This is a victory, but it’s also just a reprieve- SOPA and PIPA were just new versions of COICA, which was similarly disgusting, and New Zealand has had its own brush with guilt-by-association copyright laws before, too, which it also took local blackouts to defeat.

Finally, there’s been excellent stories about SOPA and PIPA all over the mainstream journalist sources recently, to highlight only a couple, there is a great piece written by Dan Gillmor up at The Guardian, a great summary of SOPA and PIPA by Rachel Maddow, and Chris Hayes’ Up With Chris has a video panel discussing SOPA, and a blog that rebuts the fact-light defense of SOPA on the video panel courtesy of Joe Sestak.

 

Now, onto the mixed news: Megaupload is down, in a joint operation between New Zealand police and the FBI that saw four arrests and a $10 million asset seizure, and the seizure of Megaupload’s domain name. The accusations against Megaupload and its sister company are very unclear, and it’s murky precisely what actions are being claimed to have broken the law on the charges being laid- including conspiracies to commit racketeering, money laundering, and copyright infringement, and some of it seems to centre on what I like to call the “blind eye” fallacy, which is that because individuals in the company may have been able to cite examples of infringing content that were not taken down, the people running the company were responsible. I hope that the police plan to actually show that at the least, the people they arrested were criminally liable or criminally negligent in their actions. It’s very disturbing to me that middlemen are being held liable for enforcing copyright- I’m not sure the onus should be on megaupload to prevent infringement when they aren’t actively notified by rights-holders, as the precedent of intellectual property rights cases has been that rights-holders are responsible for objecting to misuse of their ideas in order to maintain their rights. Time (eww, I know, but they’re doing good journalism this time) has more on the “Mega Conspiracy”, as authorities are calling it.
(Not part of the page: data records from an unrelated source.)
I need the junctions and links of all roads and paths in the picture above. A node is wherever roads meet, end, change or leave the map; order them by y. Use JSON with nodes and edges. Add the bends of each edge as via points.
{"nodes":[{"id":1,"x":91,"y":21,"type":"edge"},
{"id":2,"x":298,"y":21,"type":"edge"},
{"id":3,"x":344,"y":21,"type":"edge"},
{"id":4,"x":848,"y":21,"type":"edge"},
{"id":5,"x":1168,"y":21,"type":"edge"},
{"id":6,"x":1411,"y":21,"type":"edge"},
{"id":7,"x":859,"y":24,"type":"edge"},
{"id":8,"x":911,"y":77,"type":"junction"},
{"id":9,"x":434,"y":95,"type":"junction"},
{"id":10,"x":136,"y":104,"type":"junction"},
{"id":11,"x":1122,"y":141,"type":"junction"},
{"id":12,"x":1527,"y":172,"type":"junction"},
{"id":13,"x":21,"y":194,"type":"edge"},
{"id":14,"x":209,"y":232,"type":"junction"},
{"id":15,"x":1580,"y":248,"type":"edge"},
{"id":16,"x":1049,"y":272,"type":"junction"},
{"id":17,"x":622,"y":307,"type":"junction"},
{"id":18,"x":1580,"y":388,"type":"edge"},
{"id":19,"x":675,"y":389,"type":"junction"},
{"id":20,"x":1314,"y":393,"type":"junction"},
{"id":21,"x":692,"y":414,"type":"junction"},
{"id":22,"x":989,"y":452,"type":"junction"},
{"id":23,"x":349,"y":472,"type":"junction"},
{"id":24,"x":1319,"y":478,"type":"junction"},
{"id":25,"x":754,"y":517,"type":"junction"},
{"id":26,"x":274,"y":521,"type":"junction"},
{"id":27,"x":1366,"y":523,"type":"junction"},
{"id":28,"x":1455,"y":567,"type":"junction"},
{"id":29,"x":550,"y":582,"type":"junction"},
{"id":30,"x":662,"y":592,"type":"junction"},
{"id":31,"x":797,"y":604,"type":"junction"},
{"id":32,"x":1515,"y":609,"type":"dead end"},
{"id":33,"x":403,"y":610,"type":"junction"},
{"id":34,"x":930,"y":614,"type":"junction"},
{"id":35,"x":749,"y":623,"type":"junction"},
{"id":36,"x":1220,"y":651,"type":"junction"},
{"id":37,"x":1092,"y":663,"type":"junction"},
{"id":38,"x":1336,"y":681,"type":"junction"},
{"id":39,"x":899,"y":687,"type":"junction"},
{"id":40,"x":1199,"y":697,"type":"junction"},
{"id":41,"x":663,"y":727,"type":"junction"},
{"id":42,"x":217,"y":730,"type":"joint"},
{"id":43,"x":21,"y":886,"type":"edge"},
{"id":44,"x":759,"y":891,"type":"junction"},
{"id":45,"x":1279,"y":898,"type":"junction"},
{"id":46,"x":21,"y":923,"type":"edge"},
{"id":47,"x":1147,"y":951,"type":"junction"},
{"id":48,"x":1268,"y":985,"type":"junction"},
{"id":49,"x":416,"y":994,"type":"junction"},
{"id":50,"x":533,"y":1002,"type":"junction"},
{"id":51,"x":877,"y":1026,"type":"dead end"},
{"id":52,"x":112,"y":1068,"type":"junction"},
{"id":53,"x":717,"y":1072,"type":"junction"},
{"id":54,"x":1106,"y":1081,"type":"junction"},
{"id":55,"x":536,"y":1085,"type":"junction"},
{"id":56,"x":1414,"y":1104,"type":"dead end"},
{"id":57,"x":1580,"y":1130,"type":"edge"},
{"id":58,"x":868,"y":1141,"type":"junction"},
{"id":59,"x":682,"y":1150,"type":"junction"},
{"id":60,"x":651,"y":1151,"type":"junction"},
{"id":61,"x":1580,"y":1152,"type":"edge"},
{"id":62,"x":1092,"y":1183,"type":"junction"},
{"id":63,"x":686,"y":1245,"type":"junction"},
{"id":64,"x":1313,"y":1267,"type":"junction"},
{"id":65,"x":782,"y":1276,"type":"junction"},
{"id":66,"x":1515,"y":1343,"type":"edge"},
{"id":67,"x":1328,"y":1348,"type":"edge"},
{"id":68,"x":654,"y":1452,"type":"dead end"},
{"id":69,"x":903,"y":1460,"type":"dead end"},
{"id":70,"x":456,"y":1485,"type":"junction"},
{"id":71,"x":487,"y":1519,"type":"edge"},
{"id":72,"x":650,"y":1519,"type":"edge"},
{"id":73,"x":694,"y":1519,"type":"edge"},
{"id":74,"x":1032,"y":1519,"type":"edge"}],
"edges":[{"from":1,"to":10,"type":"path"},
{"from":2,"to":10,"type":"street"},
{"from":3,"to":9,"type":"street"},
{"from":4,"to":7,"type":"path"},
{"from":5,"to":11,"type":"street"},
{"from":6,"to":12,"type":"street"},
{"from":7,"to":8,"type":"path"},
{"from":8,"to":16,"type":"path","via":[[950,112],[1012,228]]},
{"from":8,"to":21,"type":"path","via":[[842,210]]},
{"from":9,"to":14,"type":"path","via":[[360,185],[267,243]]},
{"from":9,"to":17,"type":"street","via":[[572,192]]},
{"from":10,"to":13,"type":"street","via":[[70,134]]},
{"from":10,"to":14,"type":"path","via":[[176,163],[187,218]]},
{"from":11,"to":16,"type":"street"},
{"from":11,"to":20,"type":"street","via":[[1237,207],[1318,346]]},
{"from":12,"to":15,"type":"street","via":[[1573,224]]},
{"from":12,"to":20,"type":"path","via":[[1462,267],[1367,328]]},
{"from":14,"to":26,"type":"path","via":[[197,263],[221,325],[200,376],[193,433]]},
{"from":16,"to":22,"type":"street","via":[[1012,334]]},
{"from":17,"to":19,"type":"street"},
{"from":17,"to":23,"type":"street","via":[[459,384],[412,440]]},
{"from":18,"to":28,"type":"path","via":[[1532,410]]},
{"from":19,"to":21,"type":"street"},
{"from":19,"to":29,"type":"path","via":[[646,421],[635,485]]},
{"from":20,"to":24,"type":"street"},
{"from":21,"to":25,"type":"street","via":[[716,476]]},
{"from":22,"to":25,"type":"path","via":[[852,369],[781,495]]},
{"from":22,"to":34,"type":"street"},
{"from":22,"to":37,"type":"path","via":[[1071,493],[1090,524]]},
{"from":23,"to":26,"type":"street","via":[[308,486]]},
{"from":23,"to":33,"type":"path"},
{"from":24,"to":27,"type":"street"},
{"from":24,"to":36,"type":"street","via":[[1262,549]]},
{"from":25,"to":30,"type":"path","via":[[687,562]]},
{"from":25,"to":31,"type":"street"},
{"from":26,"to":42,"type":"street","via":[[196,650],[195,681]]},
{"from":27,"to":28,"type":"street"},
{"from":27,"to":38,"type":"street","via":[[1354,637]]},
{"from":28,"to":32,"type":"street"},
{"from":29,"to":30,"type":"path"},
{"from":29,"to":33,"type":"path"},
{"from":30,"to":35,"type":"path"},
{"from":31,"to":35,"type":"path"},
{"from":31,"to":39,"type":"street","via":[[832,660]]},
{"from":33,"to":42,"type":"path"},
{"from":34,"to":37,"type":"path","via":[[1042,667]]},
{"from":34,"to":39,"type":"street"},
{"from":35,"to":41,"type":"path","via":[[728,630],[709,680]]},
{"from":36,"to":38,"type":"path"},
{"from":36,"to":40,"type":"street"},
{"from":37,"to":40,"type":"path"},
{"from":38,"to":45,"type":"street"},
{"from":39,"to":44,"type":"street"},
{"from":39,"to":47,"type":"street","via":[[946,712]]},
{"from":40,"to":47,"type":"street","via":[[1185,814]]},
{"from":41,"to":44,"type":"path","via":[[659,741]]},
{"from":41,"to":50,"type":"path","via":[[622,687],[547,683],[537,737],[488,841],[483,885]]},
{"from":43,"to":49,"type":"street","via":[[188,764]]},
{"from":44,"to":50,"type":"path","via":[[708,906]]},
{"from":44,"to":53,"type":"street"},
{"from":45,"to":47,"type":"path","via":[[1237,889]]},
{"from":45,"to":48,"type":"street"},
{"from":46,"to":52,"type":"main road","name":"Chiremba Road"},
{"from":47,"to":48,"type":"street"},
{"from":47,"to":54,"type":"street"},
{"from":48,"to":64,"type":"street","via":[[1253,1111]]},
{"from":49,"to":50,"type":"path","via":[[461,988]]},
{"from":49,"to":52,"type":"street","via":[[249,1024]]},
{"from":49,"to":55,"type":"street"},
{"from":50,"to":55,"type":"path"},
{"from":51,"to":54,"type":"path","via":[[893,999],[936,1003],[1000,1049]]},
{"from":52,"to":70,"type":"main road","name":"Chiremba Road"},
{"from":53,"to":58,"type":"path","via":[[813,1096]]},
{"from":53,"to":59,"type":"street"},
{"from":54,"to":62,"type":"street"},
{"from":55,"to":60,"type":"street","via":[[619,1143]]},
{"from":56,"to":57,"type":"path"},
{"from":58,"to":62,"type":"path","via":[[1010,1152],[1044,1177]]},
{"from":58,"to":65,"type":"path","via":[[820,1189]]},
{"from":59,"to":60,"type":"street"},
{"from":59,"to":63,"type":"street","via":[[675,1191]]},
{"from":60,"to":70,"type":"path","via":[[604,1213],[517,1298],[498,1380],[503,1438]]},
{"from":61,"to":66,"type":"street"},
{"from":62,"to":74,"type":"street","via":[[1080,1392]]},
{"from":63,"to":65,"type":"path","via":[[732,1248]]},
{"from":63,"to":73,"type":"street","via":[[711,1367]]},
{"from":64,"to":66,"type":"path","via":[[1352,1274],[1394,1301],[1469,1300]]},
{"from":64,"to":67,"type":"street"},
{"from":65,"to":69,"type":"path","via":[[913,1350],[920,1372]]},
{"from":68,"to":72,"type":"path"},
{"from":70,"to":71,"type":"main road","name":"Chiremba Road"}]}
If having to establish evidence that copyright infringement is happening is too hard for the incredibly wealthy rights-holders in Hollywood that are largely responsible for DMCA notices, then I don’t think they ought to be allowed to ask for arrests, or for content to be taken down. The presumption should be that content is licenced until someone complains, and even then, legally, the assumption should be that content doesn’t infringe copyright until it is proven to be (a) work that has been copyrighted by someone else, (b) no valid licence is produced, and (c) proven that the use did not fall within fair usage provisions of legal copying, derivative work, or sharing. That’s a high standard, but legal action should have to meet a high standard. More on other options rights-holders have in a subsequent post, because this one is huge already.

 

Anonymous, a activist/hacking (or “hacktivist”) collective that operates entirely under pseudonyms, (there’s also more to say about Anonymous, which I will get to, I promise, but I’d sum them up provisionally as “very zealous ‘good guys’ on issues of freedom of speech, who break the law in order to defend its principles”) has launched counterattacks on several rights-holders’ sites, and also on the department of justice, taking down those sites. While I absolutely oppose holding service providers responsible for piracy they aren’t notified of, these counterattacks may be premature, and may generate some degree of sympathy for rights-holders among more conservative citizens. Assuming the trial of those arrested is timely, we should wait to see what kind of evidence is presented before condemning authorities- but of course, that’s not Anonymous’ style.

You’ll also be amused to know that currently The Pirate Bay has rebranded itself as “The Promo Bay”, a function which to some degree it no doubt serves, and has lambasted Hollywood rights-holders with a press release on SOPA, making very good points about how Hollywood was built on (legal) copyright violation. I’ll have some opinion posts on the details of piracy soon, seeing that’s the big issue at the moment.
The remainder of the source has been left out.